"Now war and the bloodshed and the sexual frustration is everywhere, so for this reason, the Grand Council of Hot Love, you know, up in space, decide to dispatch three of their finest love commandos - Monique, Trudie, and Ginger - to seek out hate and the evil and sexy problems, right? Now aided only by Sexboy, without whose sex nourishment their sexual energy is incomplete and relying only on their ability to generate sexual…
It is a great comedy sketch. It is a great music video. It is a great graduate thesis. It is a great personal manifesto. It is the best life advice any woman could ever receive. Tammy doesn't spread for no roses, and neither should you.

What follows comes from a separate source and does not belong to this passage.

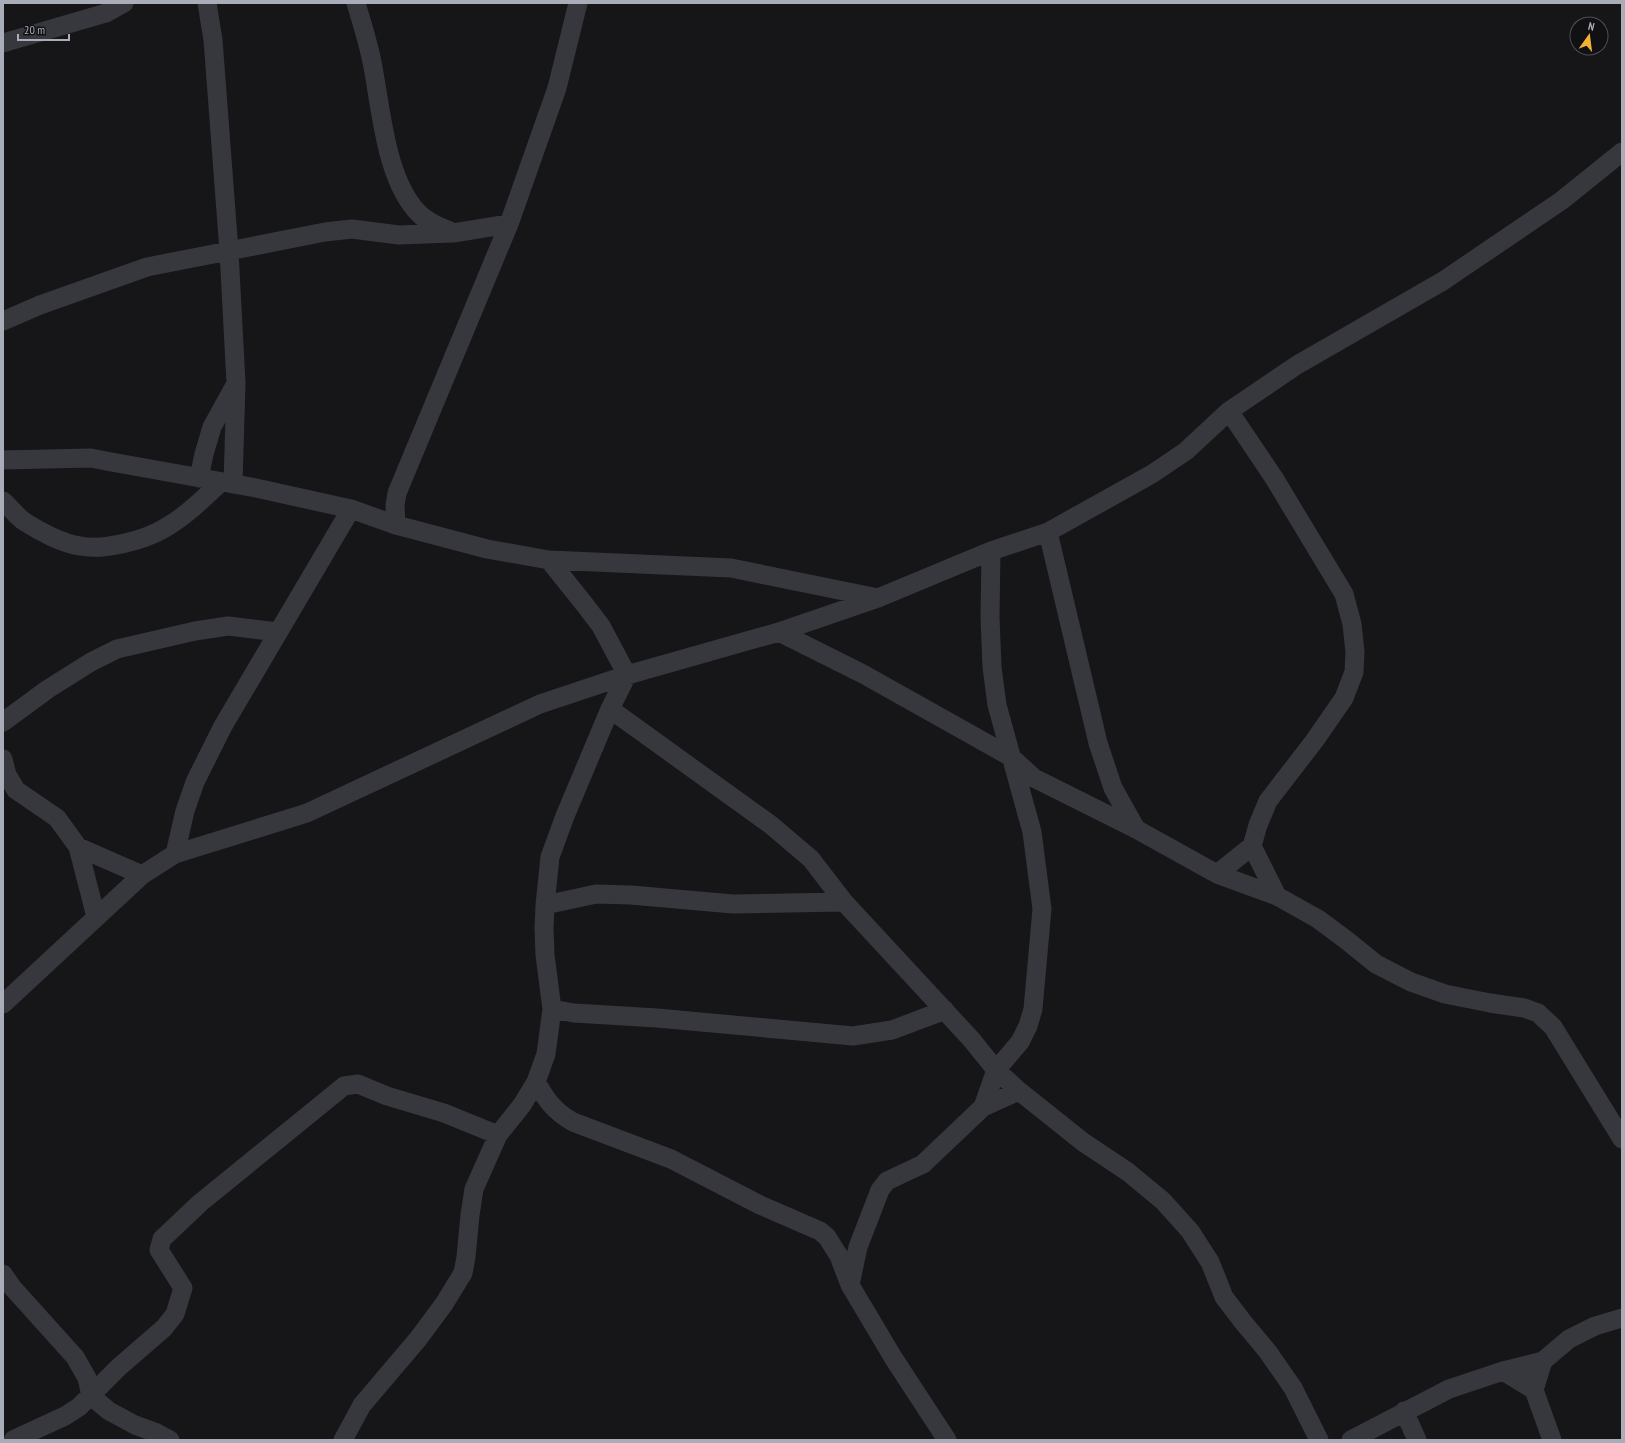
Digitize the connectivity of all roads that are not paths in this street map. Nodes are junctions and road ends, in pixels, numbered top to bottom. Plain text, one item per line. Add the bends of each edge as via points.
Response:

I don't, okay? I just don't. She creeps me out. And I know it's SUPPOSED to be creepy, and unsettling, and comedy isn't just about making you feel COMFORTABLE, MALLORY, YOU BOURGEOUIS PEASANT (THAT INSULT DOESN'T EVEN MAKE SENSE, OTHER MALLORY). But...gahh. I don't know. I know the problem is with me, and not with the sketch. But I don't even like to look at this link. Here, you watch it.
It's a beautiful, simple idea - take something seriously that is not meant to be taken seriously - that's absolutely perfect for the Kids' brand of wide-eyed, terrifying sincerity. A bikini inspector who rides the bus to work ("There's an hour right there"), who makes $8.67 an hour, who can't understand why so many guys in bars and on the beach want to pretend to have his job.
"Got a big day ahead of me, several things to do. Got to keep on top of my life, got to keep on top of my life. I have seven things to do. Number one: Banking. Number two: Pick up dry cleaning. Okay, ya just knocked over an old lady, keep moving, ya got seven things to do."